=== Work task ===
Please say how many lines in the records below contain the word "Gardens", giving only the number.
-- Material provided follows --
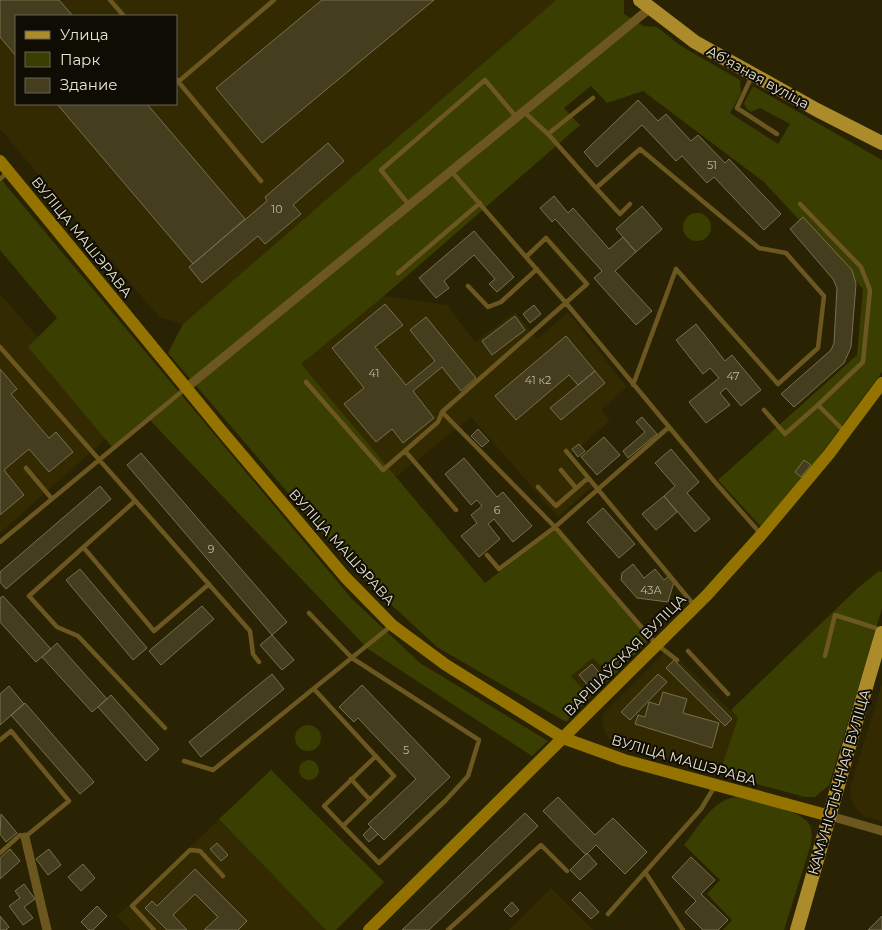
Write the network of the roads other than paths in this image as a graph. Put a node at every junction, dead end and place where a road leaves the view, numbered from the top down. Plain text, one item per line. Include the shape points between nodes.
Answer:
1 (110, 0) edge
2 (274, 0) edge
3 (645, 4) edge
4 (123, 15) edge
5 (753, 75) junction
6 (178, 79) edge
7 (178, 81) edge
8 (593, 98) dead end
9 (520, 115) junction
10 (548, 134) junction
11 (777, 134) dead end
12 (882, 143) edge
13 (0, 161) edge
14 (452, 172) junction
15 (4, 175) edge
16 (261, 181) dead end
17 (596, 188) junction
18 (480, 203) junction
19 (630, 204) dead end
20 (800, 204) dead end
21 (410, 206) junction
22 (526, 257) junction
23 (537, 269) junction
24 (398, 273) dead end
25 (468, 286) dead end
26 (566, 303) junction
27 (0, 347) edge
28 (306, 382) dead end
29 (882, 382) edge
30 (633, 385) junction
31 (186, 388) junction
32 (818, 405) junction
33 (764, 410) dead end
34 (442, 412) junction
35 (669, 428) junction
36 (845, 432) junction
37 (405, 451) junction
38 (566, 451) dead end
39 (100, 460) junction
40 (26, 468) dead end
41 (561, 470) dead end
42 (588, 478) junction
43 (538, 487) dead end
44 (576, 488) junction
45 (598, 489) junction
46 (52, 499) junction
47 (135, 501) junction
48 (456, 510) dead end
49 (555, 527) junction
50 (762, 534) junction
51 (0, 542) edge
52 (84, 548) junction
53 (487, 555) dead end
54 (210, 584) junction
55 (695, 606) junction
56 (309, 613) dead end
57 (392, 625) junction
58 (882, 630) edge
59 (882, 634) edge
60 (656, 644) junction
61 (688, 651) dead end
62 (825, 656) dead end
63 (352, 658) junction
64 (677, 660) dead end
65 (259, 662) dead end
66 (314, 689) junction
67 (728, 694) dead end
68 (164, 728) dead end
69 (563, 738) junction
70 (0, 740) edge
71 (376, 756) junction
72 (184, 761) dead end
73 (351, 780) junction
74 (715, 786) junction
75 (370, 800) junction
76 (830, 816) junction
77 (343, 826) junction
78 (882, 831) edge
79 (25, 837) junction
80 (0, 853) edge
81 (567, 871) dead end
82 (645, 872) junction
83 (223, 876) dead end
84 (608, 914) dead end
85 (47, 930) edge
86 (154, 930) edge
87 (369, 930) edge
88 (448, 930) edge
89 (683, 930) edge
90 (797, 930) edge

1 - 4 lane
2 - 6 lane
3 - 5 main road, Абʼязная вуліца via 695,42
3 - 9 street
5 - 11 lane via 737,108
5 - 12 main road, Абʼязная вуліца
7 - 16 lane
8 - 10 lane
9 - 10 lane
9 - 14 street
9 - 21 lane via 485,80 381,170
10 - 17 lane
13 - 15 street, ВУЛІЦА МАШЭРАВА
14 - 18 lane
14 - 21 street
15 - 31 street, ВУЛІЦА МАШЭРАВА
17 - 19 lane via 620,214
17 - 30 lane via 640,149 759,248 786,253 824,296 818,348 778,384 676,269
18 - 22 lane
18 - 24 lane
20 - 32 lane via 861,266 870,290 863,362
21 - 31 street
22 - 23 lane
22 - 26 lane via 546,238 587,284
23 - 25 lane via 501,302 488,307
23 - 26 lane
26 - 30 lane
26 - 34 lane
27 - 39 lane
28 - 37 lane via 384,470
29 - 36 street, ВАРШАЎСКАЯ ВУЛІЦА
30 - 35 lane
31 - 39 lane
31 - 57 street, ВУЛІЦА МАШЭРАВА via 345,577
32 - 33 lane via 784,434
32 - 36 lane
34 - 37 lane via 438,422
34 - 49 lane
35 - 45 lane
35 - 50 lane
36 - 50 street, ВАРШАЎСКАЯ ВУЛІЦА
37 - 48 lane
38 - 42 lane
39 - 46 lane
39 - 47 lane
40 - 46 lane
41 - 44 lane
42 - 44 lane
42 - 45 lane
43 - 44 lane via 556,506
45 - 49 lane
45 - 55 lane
46 - 51 lane
47 - 52 lane
47 - 54 lane
49 - 53 lane via 499,569
49 - 60 lane
50 - 55 street, ВАРШАЎСКАЯ ВУЛІЦА
52 - 54 lane via 154,631
52 - 68 lane via 29,596 57,627 78,636
54 - 65 lane via 250,631 253,654
55 - 60 street, ВАРШАЎСКАЯ ВУЛІЦА
56 - 63 lane
57 - 63 lane
57 - 69 street, ВУЛІЦА МАШЭРАВА via 446,665
58 - 62 lane via 835,615
59 - 76 main road, КАМУНІСТЫЧНАЯ ВУЛІЦА
60 - 64 lane
60 - 69 street, ВАРШАЎСКАЯ ВУЛІЦА
61 - 67 lane
63 - 66 lane
63 - 77 lane via 479,740 468,776 379,864
66 - 71 lane
66 - 72 lane via 213,770
69 - 74 street, ВУЛІЦА МАШЭРАВА via 624,760
69 - 87 street, ВАРШАЎСКАЯ ВУЛІЦА
70 - 79 lane via 11,731 69,801
71 - 73 lane
71 - 75 lane via 394,776
73 - 75 lane
73 - 77 lane via 324,806
74 - 76 street, ВУЛІЦА МАШЭРАВА
74 - 82 lane via 701,809
75 - 77 lane
76 - 78 street
76 - 90 main road, КАМУНІСТЫЧНАЯ ВУЛІЦА
79 - 80 lane via 20,835
79 - 85 street
81 - 88 lane via 541,845
82 - 84 lane
82 - 89 lane
83 - 86 lane via 200,851 190,850 132,906

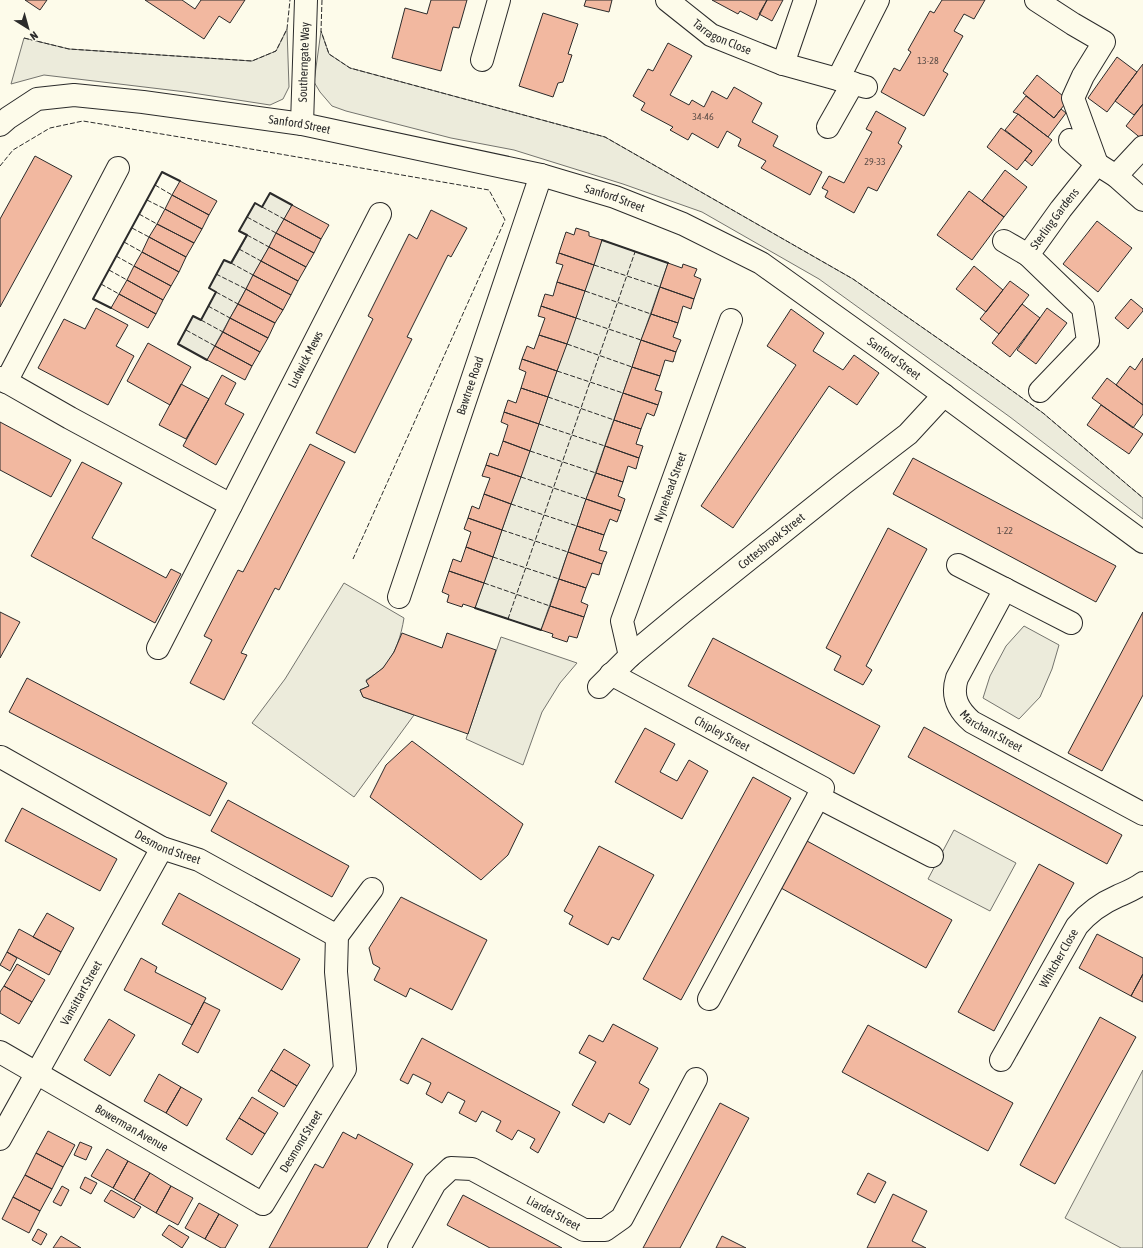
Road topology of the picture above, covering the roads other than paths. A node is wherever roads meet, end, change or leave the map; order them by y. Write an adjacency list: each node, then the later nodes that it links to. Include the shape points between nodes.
1 (306, 0): 10 (street, Southerngate Way)
2 (499, 0): 7 (street)
3 (667, 0): 8 (street, Tarragon Close, via 711,35)
4 (805, 0): 8 (street)
5 (878, 0): 9 (street)
6 (1036, 0): 15 (street, via 1104,42 1073,98)
7 (482, 60)
8 (783, 64): 9 (street, Tarragon Close)
9 (853, 83): 12 (street)
10 (302, 124): 11 (street, Sanford Street, via 74,95 37,99); 17 (street, Sanford Street)
11 (0, 125)
12 (828, 127)
13 (1070, 140): 15 (street)
14 (1143, 147): 18 (street)
15 (1097, 164): 18 (street); 22 (street, Sterling Gardens, via 1061,208)
16 (118, 168): 24 (street)
17 (541, 175): 26 (street, Sanford Street, via 615,196 683,224 761,263); 31 (street, Bawtree Road)
18 (1116, 176): 19 (street)
19 (1143, 200)
20 (380, 214): 27 (street, Ludwick Mews)
21 (1004, 241): 22 (street)
22 (1028, 255): 25 (street, Sterling Gardens, via 1083,308 1088,341)
23 (731, 320): 34 (street, Nynehead Street, via 622,621)
24 (3, 380): 27 (street)
25 (1040, 391)
26 (944, 395): 28 (street, Sanford Street); 34 (street, Cottesbrook Street, via 908,434)
27 (231, 505): 33 (street, Ludwick Mews)
28 (1143, 542)
29 (958, 565): 30 (street)
30 (1005, 589): 32 (street); 38 (street, Marchant Street, via 957,678 954,694 959,709 972,722)
31 (399, 597)
32 (1071, 623)
33 (158, 648)
34 (630, 656): 35 (street, Cottesbrook Street)
35 (605, 680): 37 (street, Chipley Street, via 823,788)
36 (1, 757): 39 (street, Desmond Street)
37 (818, 797): 40 (street); 44 (street)
38 (1143, 814)
39 (162, 848): 43 (street, Desmond Street, via 199,860); 47 (street, Vansittart Street)
40 (932, 856)
41 (1143, 883): 46 (street, Whitcher Close, via 1106,902 1083,918)
42 (372, 889): 43 (street)
43 (337, 936): 50 (street, Desmond Street, via 336,972 345,1069)
44 (709, 999)
45 (0, 1052): 47 (street, Bowerman Avenue)
46 (1001, 1060)
47 (36, 1074): 49 (street, Vansittart Street); 50 (street, Bowerman Avenue)
48 (696, 1079): 51 (street, Liardet Street, via 622,1218 606,1230 584,1230 472,1169 451,1168 435,1183)
49 (0, 1139)
50 (263, 1204)
51 (399, 1248)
-- Material provided concluded --
=== Output ===
2